Collected data entries:
╭──

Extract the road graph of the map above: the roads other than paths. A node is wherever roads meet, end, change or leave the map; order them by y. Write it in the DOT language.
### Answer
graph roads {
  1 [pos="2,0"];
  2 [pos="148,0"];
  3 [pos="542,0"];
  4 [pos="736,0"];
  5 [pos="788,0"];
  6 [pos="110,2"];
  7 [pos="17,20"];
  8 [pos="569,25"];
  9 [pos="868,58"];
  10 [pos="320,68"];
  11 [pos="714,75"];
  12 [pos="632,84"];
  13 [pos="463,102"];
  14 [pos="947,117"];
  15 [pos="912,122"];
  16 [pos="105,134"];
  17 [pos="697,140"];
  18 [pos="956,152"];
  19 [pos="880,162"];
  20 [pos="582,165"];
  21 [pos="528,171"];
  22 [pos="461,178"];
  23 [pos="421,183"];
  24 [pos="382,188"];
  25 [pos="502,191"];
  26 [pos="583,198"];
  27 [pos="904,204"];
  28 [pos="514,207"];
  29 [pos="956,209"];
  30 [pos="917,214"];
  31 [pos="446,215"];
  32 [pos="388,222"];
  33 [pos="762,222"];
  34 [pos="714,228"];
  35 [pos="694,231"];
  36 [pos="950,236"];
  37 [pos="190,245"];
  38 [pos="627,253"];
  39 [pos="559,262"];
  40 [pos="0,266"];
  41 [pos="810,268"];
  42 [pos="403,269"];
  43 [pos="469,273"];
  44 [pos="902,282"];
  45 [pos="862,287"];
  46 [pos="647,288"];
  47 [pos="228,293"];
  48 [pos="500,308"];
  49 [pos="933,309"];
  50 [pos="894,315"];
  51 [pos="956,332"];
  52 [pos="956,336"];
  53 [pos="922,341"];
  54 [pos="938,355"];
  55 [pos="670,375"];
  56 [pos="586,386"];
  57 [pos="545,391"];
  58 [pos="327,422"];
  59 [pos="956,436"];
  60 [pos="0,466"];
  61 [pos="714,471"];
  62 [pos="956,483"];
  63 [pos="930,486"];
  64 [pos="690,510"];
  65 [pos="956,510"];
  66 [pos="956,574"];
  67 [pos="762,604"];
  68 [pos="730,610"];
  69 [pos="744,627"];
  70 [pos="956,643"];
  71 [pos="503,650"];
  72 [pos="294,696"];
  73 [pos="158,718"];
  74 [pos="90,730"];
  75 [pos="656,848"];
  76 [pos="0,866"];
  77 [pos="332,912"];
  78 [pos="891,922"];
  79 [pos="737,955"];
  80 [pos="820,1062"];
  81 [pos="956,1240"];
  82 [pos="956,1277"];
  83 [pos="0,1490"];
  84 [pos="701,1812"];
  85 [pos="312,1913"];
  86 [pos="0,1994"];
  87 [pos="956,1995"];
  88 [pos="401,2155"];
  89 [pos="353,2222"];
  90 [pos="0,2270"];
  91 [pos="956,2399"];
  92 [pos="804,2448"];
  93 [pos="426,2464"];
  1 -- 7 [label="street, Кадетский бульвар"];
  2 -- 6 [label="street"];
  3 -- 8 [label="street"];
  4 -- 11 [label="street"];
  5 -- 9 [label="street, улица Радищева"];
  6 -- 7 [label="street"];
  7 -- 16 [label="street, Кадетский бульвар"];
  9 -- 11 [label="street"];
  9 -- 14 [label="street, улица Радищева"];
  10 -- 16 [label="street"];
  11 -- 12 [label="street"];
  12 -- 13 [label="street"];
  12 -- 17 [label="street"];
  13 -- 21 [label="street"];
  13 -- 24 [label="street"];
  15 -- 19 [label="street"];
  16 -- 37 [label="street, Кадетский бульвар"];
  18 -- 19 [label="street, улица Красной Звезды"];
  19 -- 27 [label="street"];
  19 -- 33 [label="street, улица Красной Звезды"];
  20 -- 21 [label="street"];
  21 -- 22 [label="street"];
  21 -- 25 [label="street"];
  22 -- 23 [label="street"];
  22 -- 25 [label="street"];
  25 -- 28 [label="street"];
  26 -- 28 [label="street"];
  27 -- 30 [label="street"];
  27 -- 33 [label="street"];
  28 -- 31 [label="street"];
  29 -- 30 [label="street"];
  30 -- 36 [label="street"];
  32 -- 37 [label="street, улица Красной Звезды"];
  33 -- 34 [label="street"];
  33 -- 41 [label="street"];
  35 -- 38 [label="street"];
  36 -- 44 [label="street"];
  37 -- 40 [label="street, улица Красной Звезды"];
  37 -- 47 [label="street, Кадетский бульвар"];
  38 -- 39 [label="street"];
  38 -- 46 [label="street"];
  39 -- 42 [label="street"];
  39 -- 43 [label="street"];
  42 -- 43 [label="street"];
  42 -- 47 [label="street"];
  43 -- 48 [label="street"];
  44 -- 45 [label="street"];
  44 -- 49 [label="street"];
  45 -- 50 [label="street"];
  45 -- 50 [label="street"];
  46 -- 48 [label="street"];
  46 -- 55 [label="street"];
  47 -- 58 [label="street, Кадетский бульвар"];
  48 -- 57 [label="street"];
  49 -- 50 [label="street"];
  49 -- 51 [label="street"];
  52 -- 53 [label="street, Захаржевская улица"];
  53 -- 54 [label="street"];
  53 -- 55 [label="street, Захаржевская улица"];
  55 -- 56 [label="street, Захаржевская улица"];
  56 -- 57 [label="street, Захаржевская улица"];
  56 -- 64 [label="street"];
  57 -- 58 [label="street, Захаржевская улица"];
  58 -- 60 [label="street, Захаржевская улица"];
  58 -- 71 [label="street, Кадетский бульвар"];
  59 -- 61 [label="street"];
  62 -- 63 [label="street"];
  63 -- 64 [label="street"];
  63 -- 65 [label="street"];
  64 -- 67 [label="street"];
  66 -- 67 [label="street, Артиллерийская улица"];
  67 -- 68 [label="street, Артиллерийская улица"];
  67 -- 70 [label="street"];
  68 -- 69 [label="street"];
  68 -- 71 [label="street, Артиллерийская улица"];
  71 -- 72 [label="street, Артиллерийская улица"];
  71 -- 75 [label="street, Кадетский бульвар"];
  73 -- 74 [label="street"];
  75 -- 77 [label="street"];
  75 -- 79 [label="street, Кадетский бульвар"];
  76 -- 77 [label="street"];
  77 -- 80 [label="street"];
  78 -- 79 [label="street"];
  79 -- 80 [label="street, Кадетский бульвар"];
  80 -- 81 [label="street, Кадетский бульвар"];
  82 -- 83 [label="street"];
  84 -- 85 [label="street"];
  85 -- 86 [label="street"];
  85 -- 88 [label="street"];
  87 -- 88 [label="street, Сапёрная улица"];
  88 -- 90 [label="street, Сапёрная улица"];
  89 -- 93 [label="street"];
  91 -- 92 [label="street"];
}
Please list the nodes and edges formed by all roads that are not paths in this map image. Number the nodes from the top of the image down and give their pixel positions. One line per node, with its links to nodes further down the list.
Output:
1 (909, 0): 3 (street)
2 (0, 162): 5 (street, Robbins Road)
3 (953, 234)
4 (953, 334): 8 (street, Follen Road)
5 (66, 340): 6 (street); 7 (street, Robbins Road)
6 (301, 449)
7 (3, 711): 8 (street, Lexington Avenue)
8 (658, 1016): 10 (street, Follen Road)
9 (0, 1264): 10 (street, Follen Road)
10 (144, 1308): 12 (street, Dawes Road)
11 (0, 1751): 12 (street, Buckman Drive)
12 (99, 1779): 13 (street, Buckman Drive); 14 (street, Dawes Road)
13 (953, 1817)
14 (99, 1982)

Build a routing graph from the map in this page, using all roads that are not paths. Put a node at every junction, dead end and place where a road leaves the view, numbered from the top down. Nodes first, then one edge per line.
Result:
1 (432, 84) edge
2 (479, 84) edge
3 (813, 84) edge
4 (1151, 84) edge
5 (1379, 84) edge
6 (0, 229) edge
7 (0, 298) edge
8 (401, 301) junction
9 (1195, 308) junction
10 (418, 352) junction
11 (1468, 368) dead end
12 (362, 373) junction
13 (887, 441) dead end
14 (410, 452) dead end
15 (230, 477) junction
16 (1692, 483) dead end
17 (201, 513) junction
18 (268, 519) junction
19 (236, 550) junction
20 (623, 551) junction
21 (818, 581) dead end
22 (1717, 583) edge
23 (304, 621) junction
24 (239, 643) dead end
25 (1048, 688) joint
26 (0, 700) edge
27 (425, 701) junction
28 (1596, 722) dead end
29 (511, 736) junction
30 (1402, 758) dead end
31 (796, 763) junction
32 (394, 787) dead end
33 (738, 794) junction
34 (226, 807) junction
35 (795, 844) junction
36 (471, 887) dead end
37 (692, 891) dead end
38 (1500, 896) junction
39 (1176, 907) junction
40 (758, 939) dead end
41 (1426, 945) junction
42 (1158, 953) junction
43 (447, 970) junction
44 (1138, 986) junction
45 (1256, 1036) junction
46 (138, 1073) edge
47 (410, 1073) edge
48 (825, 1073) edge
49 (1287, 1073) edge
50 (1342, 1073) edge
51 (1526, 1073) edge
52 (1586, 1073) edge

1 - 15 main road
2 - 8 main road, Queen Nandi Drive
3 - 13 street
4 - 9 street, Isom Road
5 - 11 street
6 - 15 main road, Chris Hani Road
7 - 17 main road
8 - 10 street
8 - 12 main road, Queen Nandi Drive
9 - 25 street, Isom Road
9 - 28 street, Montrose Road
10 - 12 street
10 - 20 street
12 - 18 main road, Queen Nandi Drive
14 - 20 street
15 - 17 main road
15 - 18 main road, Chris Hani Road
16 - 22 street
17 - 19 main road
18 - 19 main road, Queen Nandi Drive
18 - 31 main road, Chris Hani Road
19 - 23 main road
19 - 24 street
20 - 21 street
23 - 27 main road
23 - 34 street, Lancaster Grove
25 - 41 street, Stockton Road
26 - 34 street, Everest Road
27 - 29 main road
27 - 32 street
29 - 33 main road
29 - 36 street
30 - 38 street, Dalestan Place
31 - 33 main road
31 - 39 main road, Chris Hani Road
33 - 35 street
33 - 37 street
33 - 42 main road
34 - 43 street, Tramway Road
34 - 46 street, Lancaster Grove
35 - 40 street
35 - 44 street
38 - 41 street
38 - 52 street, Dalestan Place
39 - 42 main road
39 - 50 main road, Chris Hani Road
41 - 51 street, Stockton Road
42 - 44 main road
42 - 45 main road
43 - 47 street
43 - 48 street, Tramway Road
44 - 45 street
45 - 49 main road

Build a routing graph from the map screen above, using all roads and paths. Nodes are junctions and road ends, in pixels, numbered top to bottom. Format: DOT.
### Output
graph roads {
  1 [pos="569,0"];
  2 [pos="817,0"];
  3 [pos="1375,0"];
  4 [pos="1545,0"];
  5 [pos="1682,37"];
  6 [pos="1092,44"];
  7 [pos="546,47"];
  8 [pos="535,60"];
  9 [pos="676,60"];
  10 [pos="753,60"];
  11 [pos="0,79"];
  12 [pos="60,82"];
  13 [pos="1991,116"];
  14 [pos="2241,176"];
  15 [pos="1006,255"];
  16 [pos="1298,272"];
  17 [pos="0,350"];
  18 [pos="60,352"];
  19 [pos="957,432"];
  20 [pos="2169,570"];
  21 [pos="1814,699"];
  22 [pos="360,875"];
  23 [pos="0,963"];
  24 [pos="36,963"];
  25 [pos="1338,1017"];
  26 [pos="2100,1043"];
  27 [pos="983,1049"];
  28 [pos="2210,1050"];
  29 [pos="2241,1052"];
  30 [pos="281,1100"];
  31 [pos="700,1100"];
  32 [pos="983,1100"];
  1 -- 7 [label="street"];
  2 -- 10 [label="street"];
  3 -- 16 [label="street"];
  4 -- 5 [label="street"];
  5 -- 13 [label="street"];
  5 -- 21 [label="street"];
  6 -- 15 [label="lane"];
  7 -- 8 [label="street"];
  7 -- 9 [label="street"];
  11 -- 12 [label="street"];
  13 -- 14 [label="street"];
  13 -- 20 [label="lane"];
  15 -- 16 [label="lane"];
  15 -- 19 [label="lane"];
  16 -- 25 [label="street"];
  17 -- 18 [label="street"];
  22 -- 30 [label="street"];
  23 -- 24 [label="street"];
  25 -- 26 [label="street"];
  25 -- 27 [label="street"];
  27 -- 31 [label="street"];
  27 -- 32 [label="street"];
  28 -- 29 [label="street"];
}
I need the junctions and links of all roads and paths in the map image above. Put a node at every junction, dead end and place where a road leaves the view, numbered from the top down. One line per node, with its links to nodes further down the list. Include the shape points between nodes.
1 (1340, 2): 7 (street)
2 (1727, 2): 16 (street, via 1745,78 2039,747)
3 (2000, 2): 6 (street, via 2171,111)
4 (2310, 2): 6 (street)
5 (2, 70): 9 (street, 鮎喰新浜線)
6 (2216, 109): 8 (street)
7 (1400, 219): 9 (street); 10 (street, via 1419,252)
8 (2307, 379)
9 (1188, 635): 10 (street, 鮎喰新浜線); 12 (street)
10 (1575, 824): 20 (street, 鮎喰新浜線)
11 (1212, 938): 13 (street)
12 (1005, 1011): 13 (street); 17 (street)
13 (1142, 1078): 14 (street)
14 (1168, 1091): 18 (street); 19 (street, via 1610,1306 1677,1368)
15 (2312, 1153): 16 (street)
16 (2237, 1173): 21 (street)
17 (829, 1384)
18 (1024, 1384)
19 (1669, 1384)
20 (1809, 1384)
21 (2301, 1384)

╰──

--- What the task requires ---
Determine the number of lines in the entries that hold "Звезды". Reply with that number only.

--- Answer to this problem ---
4